Journey to a Successful AWS Deployment – Part 3 Cloud Reliability
Insight recently partnered with Amazon Web Services (AWS) to help customers with their cloud journey. Each customer’s requirements for the cloud can be different, from applications born in the cloud to a “lift and shift” migration of existing workloads to the cloud. A consultative approach is taken to ensure the migration to the cloud is efficient and fit for purpose.
What is common between each approach, is how the solution is architected to result in a successful deployment. Insight approach each design following the AWS Well-Architected Framework. The framework is a published set of best practices for deployment to AWS services. This framework provides consistency across deployments.

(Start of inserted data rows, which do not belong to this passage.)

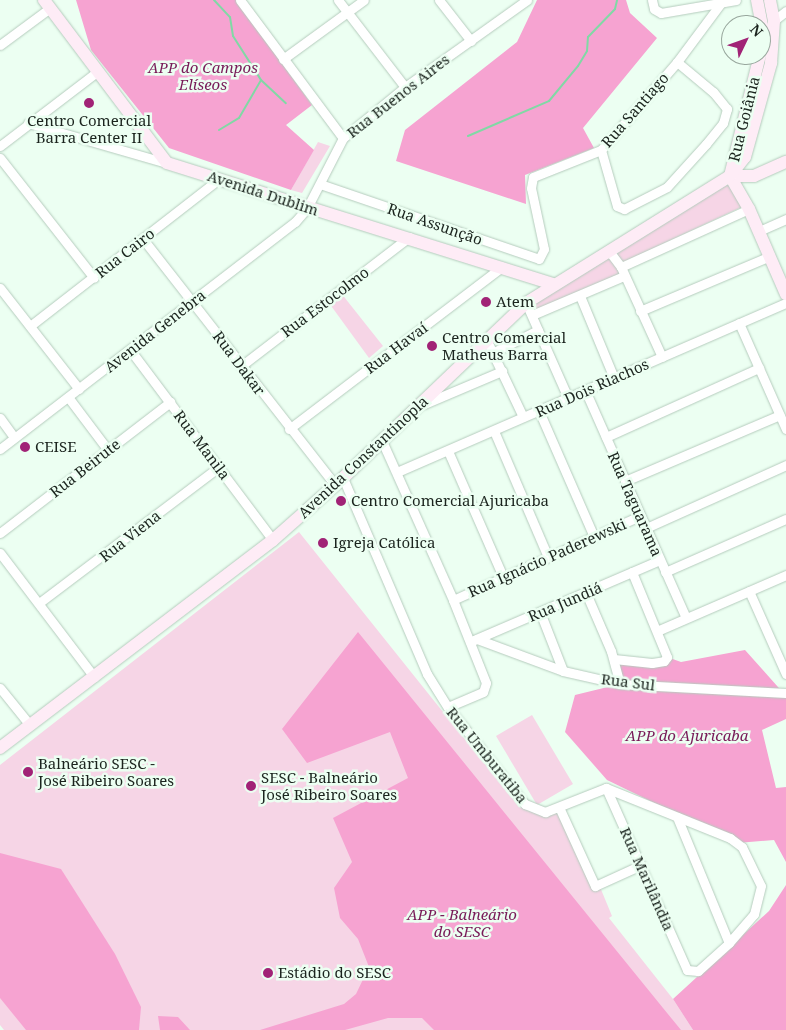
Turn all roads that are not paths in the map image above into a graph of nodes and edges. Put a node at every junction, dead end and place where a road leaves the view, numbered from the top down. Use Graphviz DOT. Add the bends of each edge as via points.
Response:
graph roads {
  1 [pos="240,0"];
  2 [pos="338,0"];
  3 [pos="364,0"];
  4 [pos="439,0"];
  5 [pos="527,0"];
  6 [pos="652,0"];
  7 [pos="736,0"];
  8 [pos="757,0"];
  9 [pos="770,0"];
  10 [pos="721,3"];
  11 [pos="47,4"];
  12 [pos="786,11"];
  13 [pos="347,12"];
  14 [pos="764,15"];
  15 [pos="769,15"];
  16 [pos="771,22"];
  17 [pos="471,41"];
  18 [pos="0,45"];
  19 [pos="283,59"];
  20 [pos="677,62"];
  21 [pos="758,65"];
  22 [pos="770,65"];
  23 [pos="98,71"];
  24 [pos="405,87"];
  25 [pos="28,123"];
  26 [pos="343,138"];
  27 [pos="0,146"];
  28 [pos="601,150"];
  29 [pos="0,158"];
  30 [pos="786,162"];
  31 [pos="167,163"];
  32 [pos="730,176"];
  33 [pos="219,179"];
  34 [pos="320,184"];
  35 [pos="307,208"];
  36 [pos="749,209"];
  37 [pos="786,219"];
  38 [pos="759,231"];
  39 [pos="409,237"];
  40 [pos="143,239"];
  41 [pos="544,249"];
  42 [pos="609,251"];
  43 [pos="770,256"];
  44 [pos="502,267"];
  45 [pos="622,272"];
  46 [pos="94,278"];
  47 [pos="554,284"];
  48 [pos="0,288"];
  49 [pos="786,294"];
  50 [pos="580,296"];
  51 [pos="192,302"];
  52 [pos="526,303"];
  53 [pos="786,303"];
  54 [pos="640,311"];
  55 [pos="532,315"];
  56 [pos="739,323"];
  57 [pos="30,326"];
  58 [pos="538,330"];
  59 [pos="486,339"];
  60 [pos="131,351"];
  61 [pos="494,352"];
  62 [pos="662,357"];
  63 [pos="241,366"];
  64 [pos="759,368"];
  65 [pos="502,371"];
  66 [pos="614,378"];
  67 [pos="79,389"];
  68 [pos="585,390"];
  69 [pos="68,397"];
  70 [pos="568,398"];
  71 [pos="170,402"];
  72 [pos="418,406"];
  73 [pos="540,411"];
  74 [pos="780,414"];
  75 [pos="0,418"];
  76 [pos="523,418"];
  77 [pos="786,429"];
  78 [pos="290,430"];
  79 [pos="494,431"];
  80 [pos="14,437"];
  81 [pos="606,437"];
  82 [pos="382,441"];
  83 [pos="0,449"];
  84 [pos="108,450"];
  85 [pos="448,451"];
  86 [pos="786,465"];
  87 [pos="218,467"];
  88 [pos="397,472"];
  89 [pos="339,482"];
  90 [pos="625,482"];
  91 [pos="640,516"];
  92 [pos="786,519"];
  93 [pos="646,528"];
  94 [pos="0,533"];
  95 [pos="594,536"];
  96 [pos="273,540"];
  97 [pos="0,553"];
  98 [pos="548,557"];
  99 [pos="660,560"];
  100 [pos="632,572"];
  101 [pos="665,572"];
  102 [pos="786,575"];
  103 [pos="503,577"];
  104 [pos="749,591"];
  105 [pos="586,593"];
  106 [pos="453,600"];
  107 [pos="40,603"];
  108 [pos="540,612"];
  109 [pos="686,618"];
  110 [pos="657,631"];
  111 [pos="473,640"];
  112 [pos="614,659"];
  113 [pos="563,671"];
  114 [pos="786,674"];
  115 [pos="94,677"];
  116 [pos="620,684"];
  117 [pos="0,688"];
  118 [pos="786,693"];
  119 [pos="448,707"];
  120 [pos="30,725"];
  121 [pos="0,748"];
  122 [pos="606,788"];
  123 [pos="559,807"];
  124 [pos="677,817"];
  125 [pos="641,864"];
  126 [pos="729,943"];
  1 -- 19 [label="street"];
  2 -- 13 [label="street"];
  3 -- 13 [label="street"];
  4 -- 17 [label="street"];
  5 -- 17 [label="street, Rua Buenos Aires"];
  6 -- 10 [label="street" via="657,12"];
  7 -- 10 [label="street"];
  8 -- 14 [label="street, Rua Goiânia"];
  9 -- 15 [label="street, Rua Goiânia"];
  10 -- 20 [label="street, Rua Santiago"];
  11 -- 18 [label="street"];
  11 -- 23 [label="street"];
  12 -- 16 [label="street"];
  13 -- 19 [label="street"];
  13 -- 24 [label="street"];
  17 -- 24 [label="street, Rua Buenos Aires"];
  19 -- 26 [label="street"];
  20 -- 28 [label="street, Rua Santiago"];
  20 -- 28 [label="street" via="721,99 727,117 666,187 627,208 619,208 615,200"];
  21 -- 32 [label="street, Rua Goiânia"];
  22 -- 32 [label="street, Rua Goiânia" via="743,162"];
  23 -- 25 [label="street"];
  23 -- 31 [label="street"];
  24 -- 26 [label="street, Rua Buenos Aires"];
  25 -- 27 [label="street"];
  25 -- 31 [label="street"];
  26 -- 34 [label="street, Rua Buenos Aires"];
  28 -- 41 [label="street, Rua Santiago" via="535,175 531,180"];
  29 -- 46 [label="street"];
  30 -- 32 [label="street" via="754,176"];
  31 -- 33 [label="street, Avenida Dublim"];
  32 -- 36 [label="street"];
  32 -- 42 [label="street, Avenida Constantinopla"];
  33 -- 35 [label="street, Avenida Dublim"];
  33 -- 40 [label="street, Rua Cairo"];
  34 -- 35 [label="street, Rua Buenos Aires"];
  34 -- 41 [label="street, Rua Assunção" via="528,258 541,258"];
  35 -- 39 [label="street, Avenida Dublim"];
  35 -- 51 [label="street, Avenida Genebra" via="295,222"];
  36 -- 38 [label="street"];
  36 -- 45 [label="street" via="635,259"];
  37 -- 38 [label="street"];
  38 -- 43 [label="street"];
  39 -- 44 [label="street, Avenida Dublim"];
  39 -- 63 [label="street, Rua Estocolmo"];
  40 -- 46 [label="street, Rua Cairo"];
  40 -- 51 [label="street, Rua Dakar"];
  42 -- 45 [label="street"];
  42 -- 47 [label="street, Avenida Constantinopla"];
  43 -- 49 [label="street"];
  43 -- 54 [label="street"];
  44 -- 47 [label="street, Avenida Dublim"];
  44 -- 78 [label="street, Rua Havaí"];
  45 -- 50 [label="street"];
  45 -- 54 [label="street"];
  46 -- 57 [label="street, Rua Cairo"];
  47 -- 52 [label="street, Avenida Constantinopla"];
  48 -- 57 [label="street"];
  50 -- 55 [label="street"];
  50 -- 66 [label="street"];
  51 -- 60 [label="street, Avenida Genebra"];
  51 -- 63 [label="street, Rua Dakar"];
  52 -- 55 [label="street"];
  52 -- 59 [label="street, Avenida Constantinopla"];
  53 -- 56 [label="street, Rua Dois Riachos"];
  54 -- 62 [label="street"];
  55 -- 58 [label="street"];
  56 -- 62 [label="street, Rua Dois Riachos"];
  56 -- 64 [label="street"];
  57 -- 67 [label="street"];
  58 -- 61 [label="street"];
  58 -- 70 [label="street"];
  59 -- 61 [label="street"];
  59 -- 72 [label="street, Avenida Constantinopla"];
  60 -- 67 [label="street, Avenida Genebra"];
  60 -- 71 [label="street, Rua Manila"];
  61 -- 65 [label="street"];
  62 -- 66 [label="street, Rua Dois Riachos"];
  63 -- 78 [label="street, Rua Dakar"];
  64 -- 74 [label="street"];
  64 -- 81 [label="street"];
  65 -- 72 [label="street"];
  65 -- 76 [label="street"];
  66 -- 68 [label="street, Rua Dois Riachos"];
  67 -- 69 [label="street, Avenida Genebra"];
  68 -- 70 [label="street, Rua Dois Riachos"];
  68 -- 81 [label="street, Rua Taguarama"];
  69 -- 80 [label="street, Avenida Genebra"];
  69 -- 84 [label="street"];
  70 -- 73 [label="street, Rua Dois Riachos"];
  71 -- 84 [label="street, Rua Beirute"];
  71 -- 87 [label="street, Rua Manila"];
  72 -- 82 [label="street, Avenida Constantinopla"];
  73 -- 76 [label="street, Rua Dois Riachos"];
  73 -- 95 [label="street"];
  74 -- 77 [label="street"];
  74 -- 90 [label="street"];
  75 -- 80 [label="street"];
  76 -- 79 [label="street, Rua Dois Riachos"];
  78 -- 89 [label="street, Rua Dakar"];
  79 -- 85 [label="street, Rua Dois Riachos"];
  79 -- 98 [label="street"];
  80 -- 83 [label="street, Avenida Genebra"];
  81 -- 90 [label="street, Rua Taguarama"];
  82 -- 88 [label="street"];
  82 -- 89 [label="street, Avenida Constantinopla"];
  84 -- 94 [label="street, Rua Beirute"];
  85 -- 88 [label="street, Rua Dois Riachos"];
  85 -- 103 [label="street"];
  86 -- 93 [label="street"];
  87 -- 96 [label="street, Rua Manila"];
  87 -- 107 [label="street, Rua Viena"];
  88 -- 106 [label="street"];
  89 -- 96 [label="street, Avenida Constantinopla"];
  89 -- 119 [label="street, Rua Umburatiba" via="427,674"];
  90 -- 91 [label="street, Rua Taguarama"];
  91 -- 93 [label="street, Rua Taguarama"];
  91 -- 95 [label="street, Rua Ignácio Paderewski"];
  92 -- 101 [label="street"];
  93 -- 99 [label="street, Rua Taguarama"];
  95 -- 98 [label="street, Rua Ignácio Paderewski"];
  96 -- 115 [label="street, Avenida Constantinopla"];
  97 -- 107 [label="street"];
  98 -- 103 [label="street, Rua Ignácio Paderewski"];
  99 -- 100 [label="street, Rua Jundiá"];
  99 -- 101 [label="street, Rua Taguarama"];
  100 -- 105 [label="street, Rua Jundiá"];
  100 -- 110 [label="street"];
  101 -- 109 [label="street, Rua Taguarama"];
  102 -- 104 [label="street"];
  103 -- 106 [label="street, Rua Ignácio Paderewski"];
  104 -- 109 [label="street"];
  104 -- 114 [label="street"];
  105 -- 108 [label="street, Rua Jundiá"];
  105 -- 112 [label="street"];
  106 -- 111 [label="street"];
  107 -- 115 [label="street"];
  108 -- 111 [label="street, Rua Jundiá"];
  108 -- 113 [label="street"];
  109 -- 110 [label="street"];
  110 -- 112 [label="street" via="667,657 664,661"];
  111 -- 113 [label="street, Rua Sul"];
  111 -- 119 [label="street" via="487,688 473,698"];
  112 -- 116 [label="street"];
  113 -- 116 [label="street, Rua Sul"];
  115 -- 120 [label="street, Avenida Constantinopla"];
  116 -- 118 [label="street, Rua Sul"];
  117 -- 120 [label="street"];
  119 -- 123 [label="street, Rua Umburatiba" via="525,804 545,812"];
  120 -- 121 [label="street, Avenida Constantinopla"];
  122 -- 123 [label="street, Rua Umburatiba"];
  122 -- 124 [label="street"];
  122 -- 125 [label="street, Rua Marilândia"];
  123 -- 125 [label="street" via="592,884 600,887"];
  124 -- 126 [label="street"];
  124 -- 126 [label="street" via="738,843 757,875 761,896 754,914"];
  125 -- 126 [label="street, Rua Marilândia" via="687,970 698,971"];
}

The AWS Well-Architected Framework consists of five pillars:
- Operational Excellence
- Performance Efficiency
- Cost Optimisation
The following post is part 3 of a blog series covering each of the five pillars and how Insight use these whilst architecting in the cloud. AWS provide a whitepaper on this subject – AWS Well-Architected Framework.
The third pillar in the AWS Well-Architected Framework is Reliability. This pillar covers how to architect reliable systems in AWS, how to recover from an infrastructure or service distribution and how to dynamically scale to meet demand.
The design principles covered are as follows.
- Test Recovery Procedures: Test how a system fails and validate the recovery procedures. Use automation to simulate failures to be able to recreate failure behaviours from various scenarios. Fix issues from testing before failures occur in the real environment.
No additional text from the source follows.